Pour faciliter le fonctionnement des centrales à cycles combinés, le troisième axe du plan présenté hier reprend une autre piste du plan Bassil – jamais mise en œuvre depuis – avec la construction de trois unités flottantes de stockage et de transformation du gaz liquéfié importé (Floating Storage and Regazification Unit ; FSRU en anglais). Installées à Selaata, Zahrani et Deir Ammar, ces FRSU seront reliées par des gazoducs aux centrales les plus proches, pour une enveloppe totale de 199 millions de dollars.

 

Hausse des tarifs
La quatrième proposition s’inscrit dans la lignée du plan quinquennal pour développer les énergies renouvelables présenté en janvier dernier et vise à porter la part des celles-ci à 12 % de la demande d’électricité en 2020 à travers différents projets. Le plan présenté hier se concentre, lui, sur l’énergie solaire et prévoit la construction de centrales photovoltaïques pouvant déployer 1 000 MW, un chantier qui pourra être réalisé « en 18 à 24 mois », selon le ministère.

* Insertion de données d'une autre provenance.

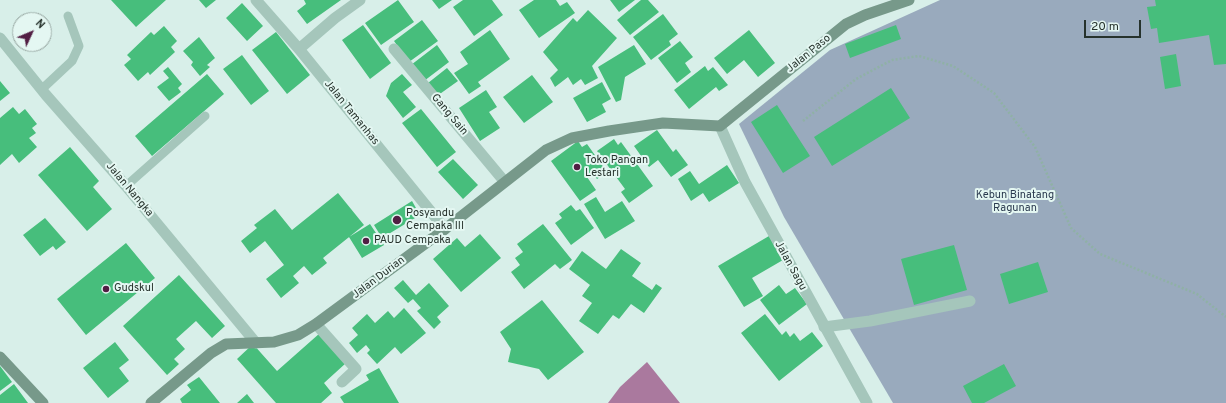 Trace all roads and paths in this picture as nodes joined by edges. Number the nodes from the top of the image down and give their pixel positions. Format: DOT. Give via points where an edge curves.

Enfin, la dernière proposition suggère d’augmenter les tarifs pratiqués par EDL pour lui permettre de supporter les coûts liés à l’augmentation de la production. Le plan du ministère prévoit d’appliquer une augmentation moyenne de « 42,5 % à partir du 1er juillet prochain ». Pour rappel, cette hausse, déjà prévue par le plan Bassil, a fait l’objet d’une étude approuvée en juin 2016 par le conseil d’administration d’EDL et relayée dans les médias, provoquant l’indignation de ses abonnés. « La hausse des tarifs d’EDL sera progressive et coïncidera avec la baisse des heures de rationnement et donc des factures de générateurs », a assuré M. Hasbani, reprenant à son compte l’argument de son collègue de l’Énergie. Mais, là encore, l’ampleur et la date d’entrée en vigueur de cette mesure dépendront de discussions ultérieures au sein du gouvernement.